Was in der Schule vorging hatte für Unrat Ernst und Wirklichkeit des Lebens. Sein ganzes Leben bestand aus der Schule. Unrat ist nur durch seine Stellung als Lehrer und durch sein Wissen den Schülern überlegen. Sozial ist er ihnen jedoch weit unterlegen. Seine hinterhältigen und gemeinen Zwangsmittel sind nichts anderes als die verzweifelte Kompensation seiner inneren Schwäche und Ohnmacht. So lag auch nichts näher als aus seinem Namen Raat, der auf Weisheit und Überlegenheit schliessen lässt, genau das Gegenteil, nämlich Unrat zu machen.
3.2.2 Lohmann
Der 17 - jährige Konsulsohn wird auch in seinem Aussehen klar als Gegenspieler Unrats dargestellt. Er ist sehr modekundig und modebewusst, meistens schwarz angezogen und hat einen schwarzen Hut auf dem Kopf. Auch seine Haare sind schwarz, was einen guten Kontrast zu seinem blassen Gesicht bildet, mit welchem er eine talentvolle Mimik ausübt.

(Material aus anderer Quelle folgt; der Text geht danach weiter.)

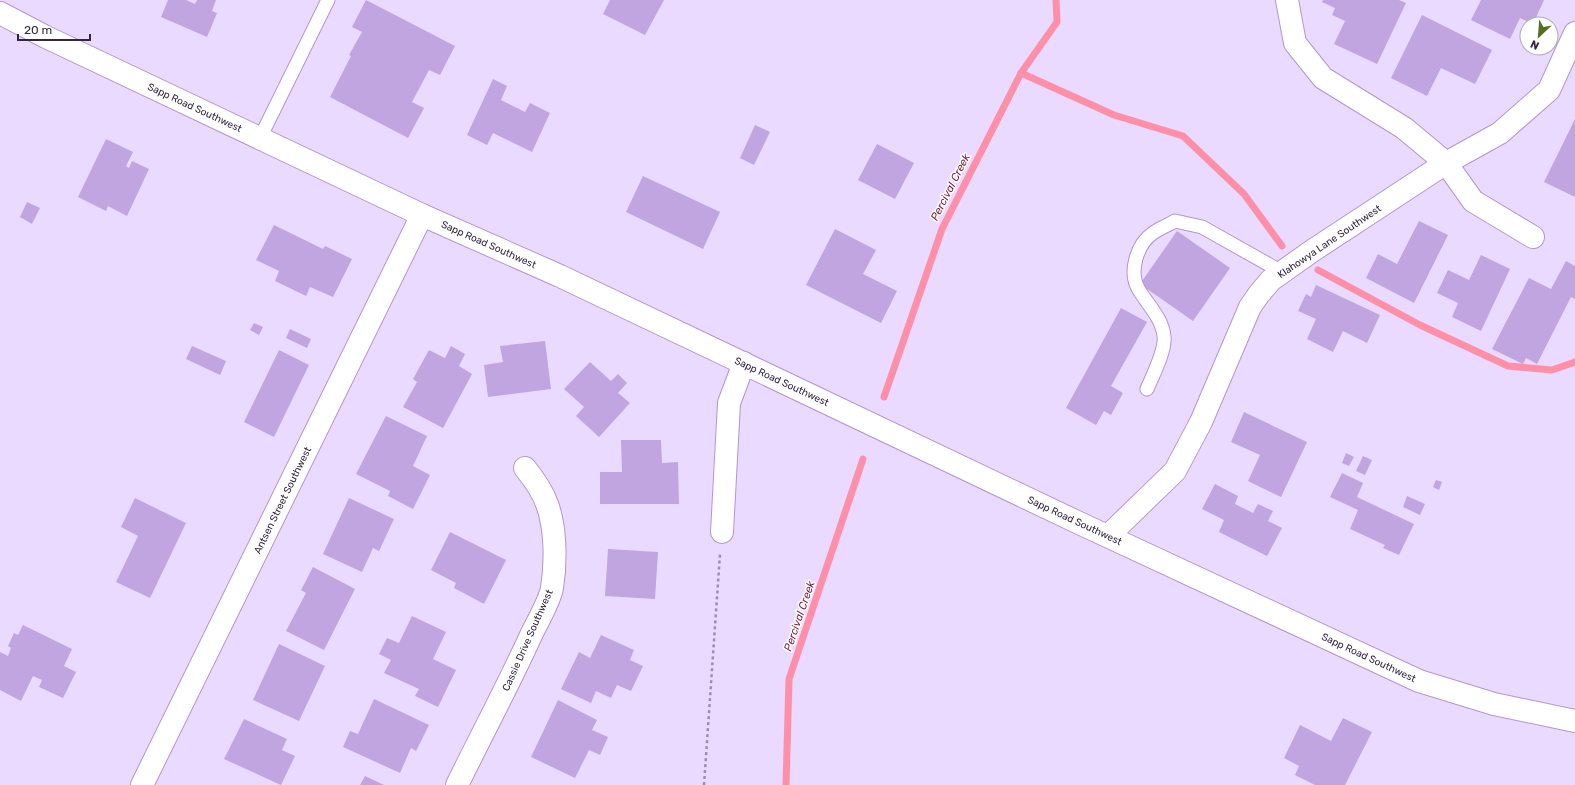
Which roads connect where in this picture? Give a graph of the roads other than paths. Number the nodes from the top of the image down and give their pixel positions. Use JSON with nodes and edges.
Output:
{"nodes":[{"id":1,"x":328,"y":0,"type":"edge"},
{"id":2,"x":1288,"y":0,"type":"edge"},
{"id":3,"x":0,"y":13,"type":"edge"},
{"id":4,"x":1575,"y":33,"type":"edge"},
{"id":5,"x":260,"y":138,"type":"junction"},
{"id":6,"x":1446,"y":163,"type":"junction"},
{"id":7,"x":422,"y":215,"type":"junction"},
{"id":8,"x":1533,"y":237,"type":"dead end"},
{"id":9,"x":1282,"y":272,"type":"junction"},
{"id":10,"x":744,"y":362,"type":"junction"},
{"id":11,"x":1147,"y":389,"type":"dead end"},
{"id":12,"x":525,"y":468,"type":"dead end"},
{"id":13,"x":722,"y":532,"type":"road end"},
{"id":14,"x":1108,"y":536,"type":"junction"},
{"id":15,"x":1575,"y":721,"type":"edge"},
{"id":16,"x":142,"y":785,"type":"edge"},
{"id":17,"x":457,"y":785,"type":"edge"}],
"edges":[{"from":1,"to":5,"type":"lane"},
{"from":2,"to":6,"type":"street"},
{"from":3,"to":5,"type":"street","name":"Sapp Road Southwest"},
{"from":4,"to":6,"type":"street","name":"Klahowya Lane Southwest"},
{"from":5,"to":7,"type":"street","name":"Sapp Road Southwest"},
{"from":6,"to":8,"type":"street"},
{"from":6,"to":9,"type":"street","name":"Klahowya Lane Southwest"},
{"from":7,"to":10,"type":"street","name":"Sapp Road Southwest"},
{"from":7,"to":16,"type":"street","name":"Antsen Street Southwest"},
{"from":9,"to":11,"type":"lane"},
{"from":9,"to":14,"type":"street","name":"Klahowya Lane Southwest"},
{"from":10,"to":13,"type":"street"},
{"from":10,"to":14,"type":"street","name":"Sapp Road Southwest"},
{"from":12,"to":17,"type":"street","name":"Cassie Drive Southwest"},
{"from":14,"to":15,"type":"street","name":"Sapp Road Southwest"}]}
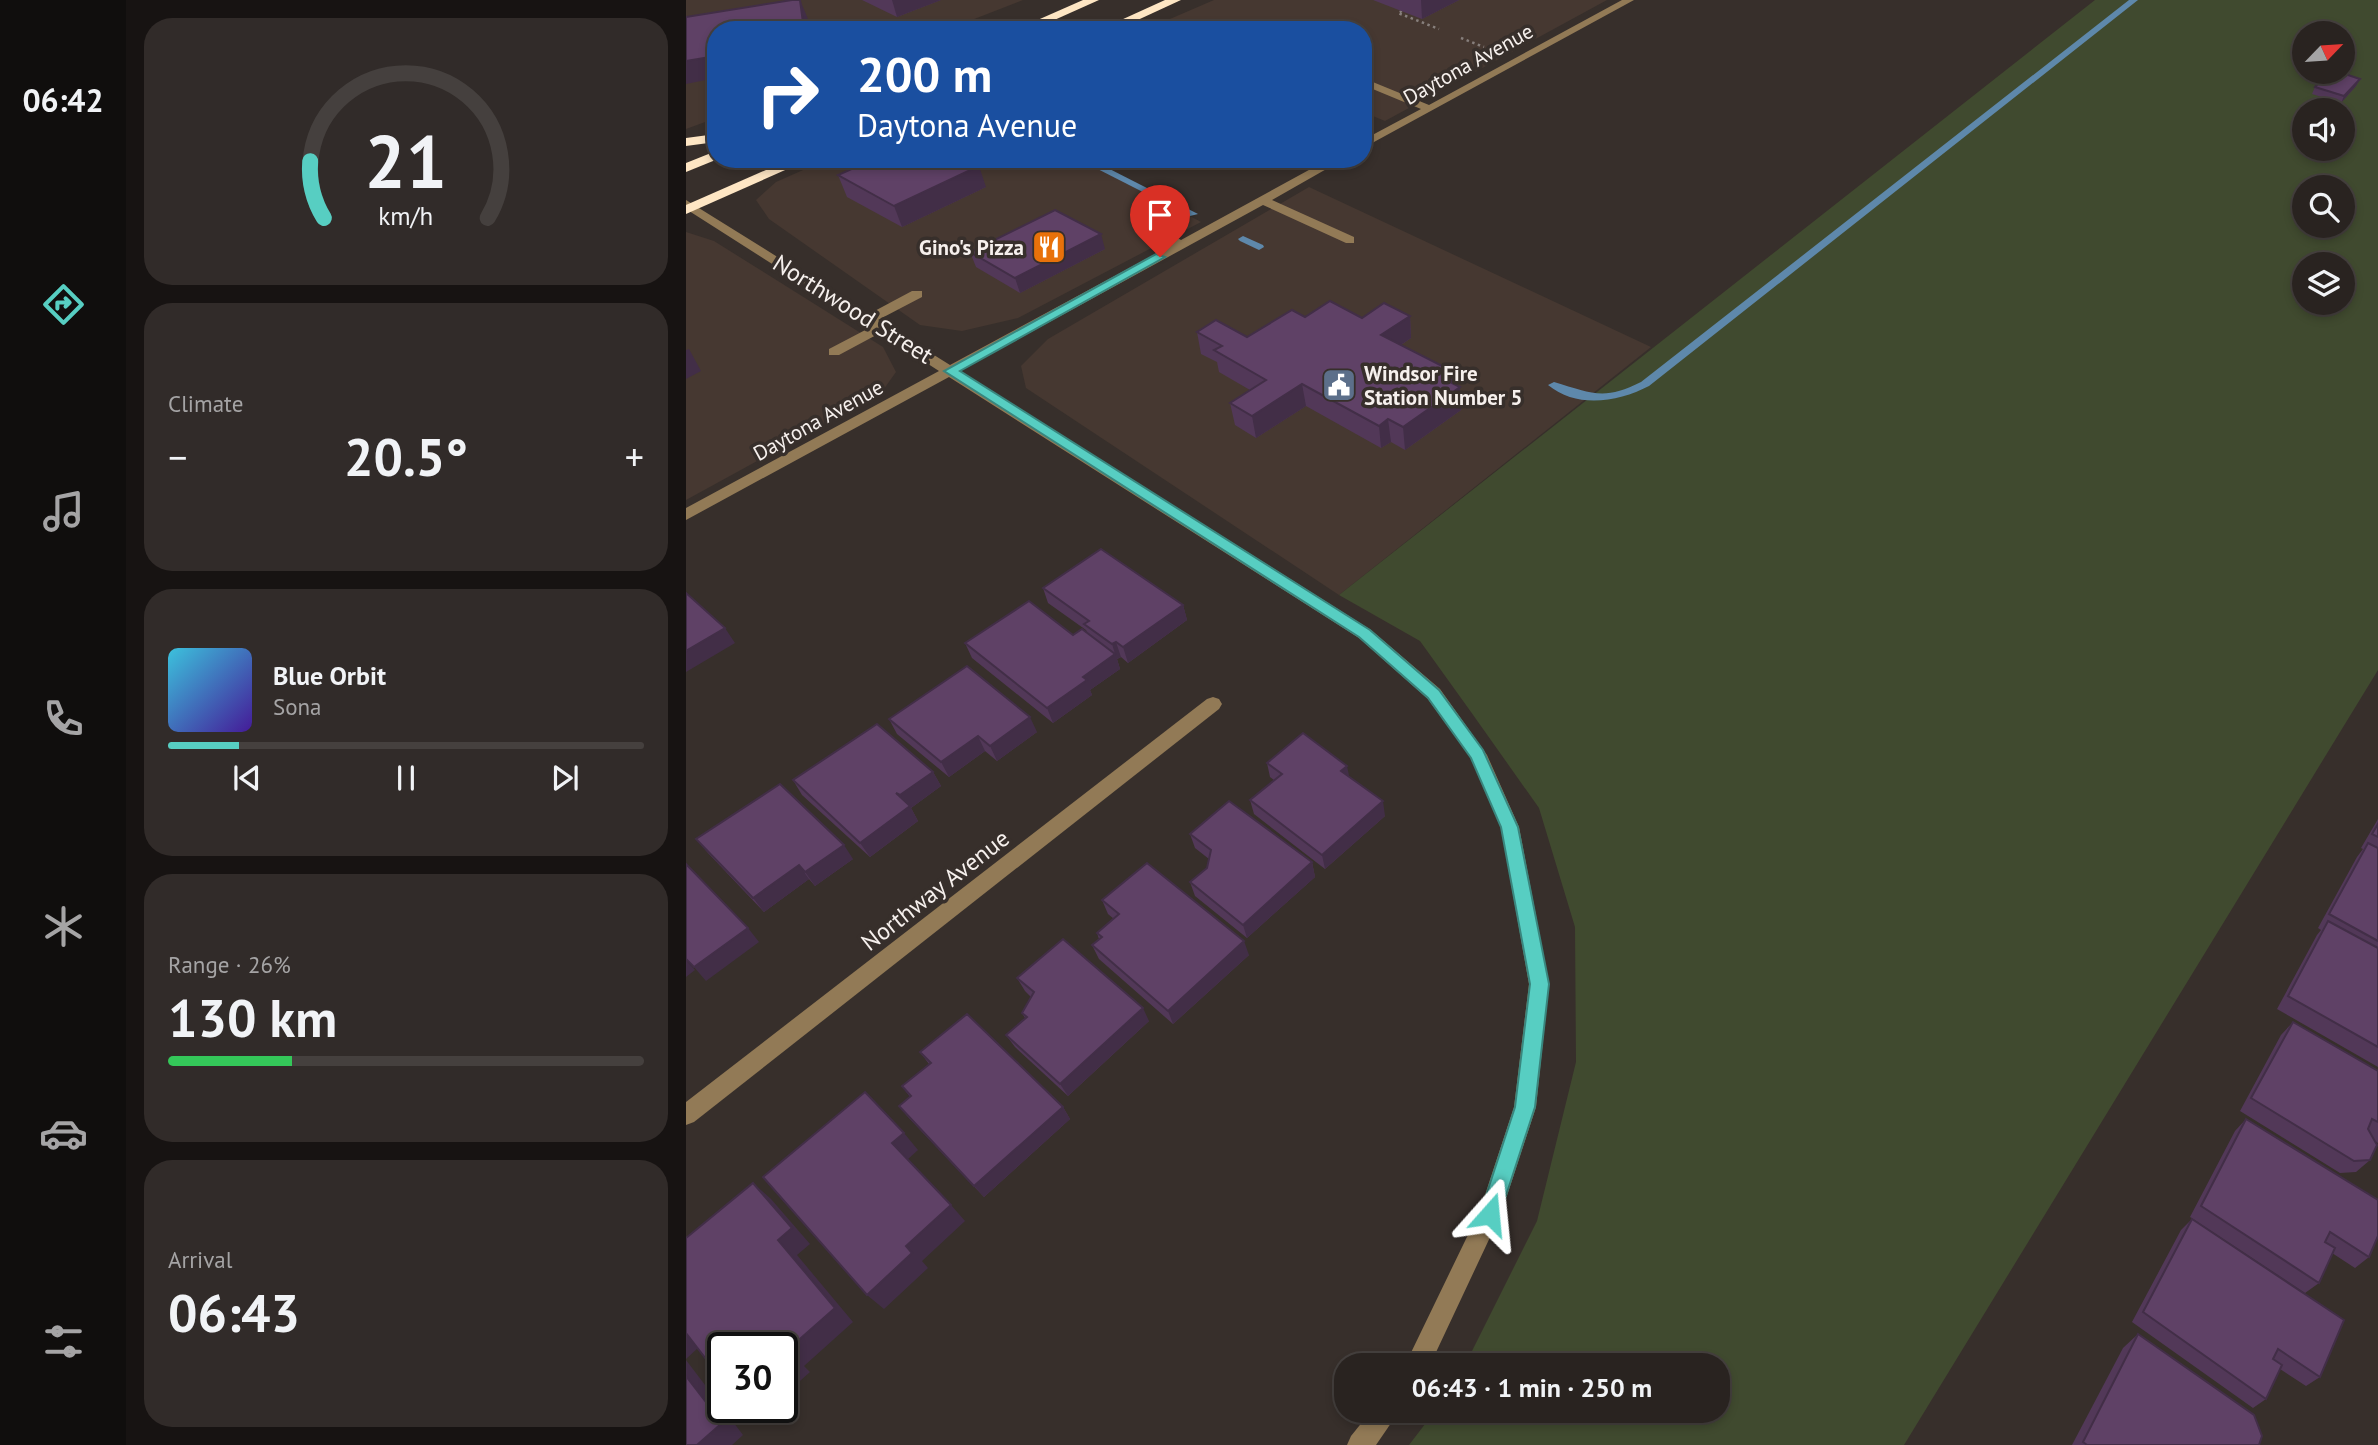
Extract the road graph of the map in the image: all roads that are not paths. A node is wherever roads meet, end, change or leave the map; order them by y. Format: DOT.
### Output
graph roads {
  1 [pos="1093,0"];
  2 [pos="1175,0"];
  3 [pos="1629,0"];
  4 [pos="1043,21"];
  5 [pos="1126,21"];
  6 [pos="1372,84"];
  7 [pos="1430,109"];
  8 [pos="707,139"];
  9 [pos="1372,140"];
  10 [pos="686,142"];
  11 [pos="707,159"];
  12 [pos="686,167"];
  13 [pos="781,168"];
  14 [pos="1322,168"];
  15 [pos="1263,200"];
  16 [pos="688,207"];
  17 [pos="1135,219"];
  18 [pos="1350,240"];
  19 [pos="1182,244"];
  20 [pos="918,294"];
  21 [pos="869,319"];
  22 [pos="882,327"];
  23 [pos="834,352"];
  24 [pos="951,371"];
  25 [pos="686,515"];
  26 [pos="1213,704"];
  27 [pos="686,1115"];
  28 [pos="1423,1353"];
  29 [pos="1378,1423"];
  30 [pos="1360,1445"];
  1 -- 4 [label="highway"];
  2 -- 5 [label="highway"];
  3 -- 7 [label="street, Daytona Avenue"];
  6 -- 7 [label="street"];
  7 -- 9 [label="street, Daytona Avenue"];
  8 -- 10 [label="highway"];
  11 -- 12 [label="highway"];
  13 -- 16 [label="highway"];
  14 -- 15 [label="street, Daytona Avenue"];
  15 -- 18 [label="street"];
  15 -- 19 [label="street, Daytona Avenue"];
  16 -- 21 [label="street, Northwood Street"];
  17 -- 19 [label="street"];
  19 -- 24 [label="street, Daytona Avenue"];
  20 -- 21 [label="street"];
  21 -- 22 [label="street, Northwood Street"];
  22 -- 23 [label="street"];
  22 -- 24 [label="street, Northwood Street"];
  24 -- 25 [label="street, Daytona Avenue"];
  24 -- 28 [label="street, Northwood Street"];
  26 -- 27 [label="street, Northway Avenue"];
  29 -- 30 [label="street"];
}
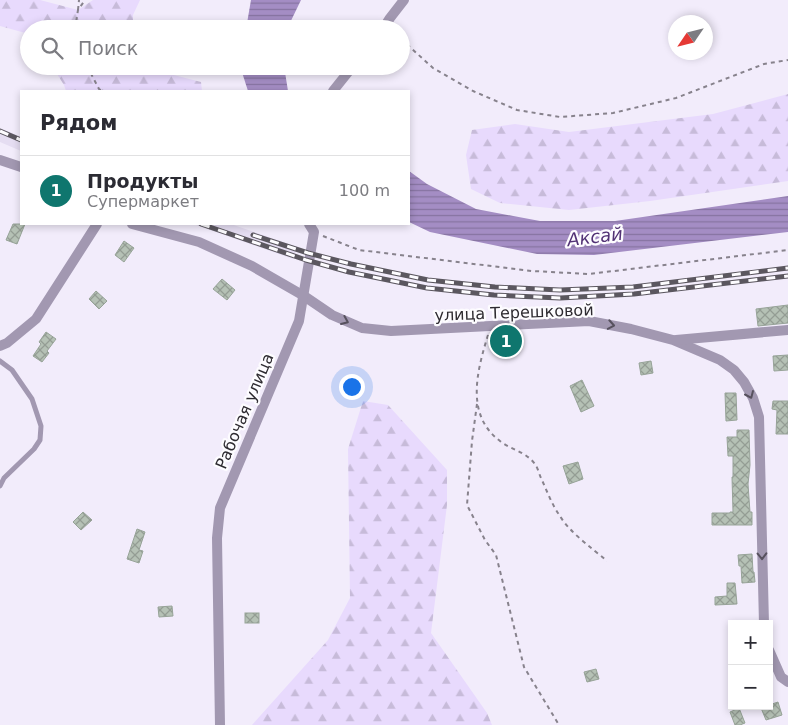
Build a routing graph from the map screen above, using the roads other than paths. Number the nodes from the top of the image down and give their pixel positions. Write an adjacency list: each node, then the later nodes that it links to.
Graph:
1 (404, 0): 2 (street)
2 (389, 20)
3 (346, 75): 4 (street)
4 (334, 90)
5 (0, 160): 6 (street)
6 (20, 167)
7 (96, 225): 13 (street)
8 (136, 225): 10 (street)
9 (312, 228): 10 (street, Рабочая улица)
10 (304, 296): 12 (street, улица Терешковой, one-way to 12); 19 (street, Рабочая улица)
11 (788, 330): 12 (street)
12 (672, 340): 16 (street, улица Терешковой, one-way to 16)
13 (0, 346)
14 (0, 361): 15 (lane)
15 (0, 486)
16 (764, 620)
17 (773, 659): 18 (street)
18 (788, 682)
19 (220, 725)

Lohmann entzieht sich „bei verbotenen Freuden der harten Zucht des Lehrers“ und verschafft sich Kenntnisse ausserhalb der Schule. Er besitzt jene geistige Unabhängigkeit und Souveränität, die Unrat nicht besitzt, und stellt so als Vertreter des Geistes die Gegenposition der Macht dar. Er ist nicht nur seinen Mitschülern geistig überlegen sondern auch Unrat, dessen Macht er in Frage stellt. Lohmann tritt gerne in die Rolle des Leidenden, so wird die Liebe für ihn zur masochistischen Leidenschaft. Er liebt die 30 - jährige Dora Breetpoot nicht als Person, sondern weil sie aufgrund der gesellschaftlichen Umstände für ihn unerreichbar ist und seine Liebe unglücklich bleiben muss.
Lohmann ist stets um seine Eigenart bemüht. Er sucht seine Antibürgerlichkeit vor allem gegen gängige Denk- und Fühlweisen und gegen konventionelle Moralvorstellungen zu beweisen. Lohmann kritisiert die Zivilisation mit einer gewissen Sympathie zum Anarchismus, an dem Unrat später auch gefallen finden soll.
Heinrich Mann Professor Unrat
4. Verwendung von Symbolen
Im Roman kommen relativ häufig Symbole vor. Wir haben uns bei der Auswahl auf die wichtigsten, immer wieder vorkommenden Symbole beschränkt. Einerseits wird im Buch eine sehr grosse Anzahl an Farbsymbolen verwendet, andererseits existieren aber auch andere, sehr aussagekräftige Symbole.
Symbole: Grau:
Die farblos, finstere Existenz Unrats wird durch die Farbe Grau gekennzeichnet. Er trägt einen grauen Mantel, sein Gesicht und seine Hände werden ebenfalls als grau und fahl beschrieben.
Rosa:
Der Vorname der Künstlerin Fröhlich bezeichnet die Farbe Rosa, welche den Wunsch nach Leichtigkeit in Liebe und Leidenschaft, Sehnsüchte und kommenden Erfolg symbolisiert.
Blau:
Der Blaue Engel erscheint als Verheissung der lang ersehnten Treue. Unrat wünscht sich Zuneigung und Treue, die er dank Rosa Fröhlich im Blauen Engel findet. Blau ist im allgemeinen Symbol für Glauben und Treue.
Bunt:
Das „bunte Gesicht“ Rosa Fröhlichs steht einerseits für die Künstlerin selbst, andererseits aber auch für die Lebendigkeit, die Unrats graue Existenz zu neuem Leben erweckt.
Schwarz:
Als Farbe des Netzkleides Rosa Fröhlichs ihrer Strümpfe und Unterwäsche wird die Farbe Schwarz zum Symbol sinnlicher Triebhaftigkeit. Lohmann hat schwarze Haare, trägt einen schwarzen Hut und schwarze Kleidung. In der westlichen Welt gilt schwarz als das Symbol von Tod, Trauer und Unterwelt. Lohmann symbolisiert also den Niedergang Unrats.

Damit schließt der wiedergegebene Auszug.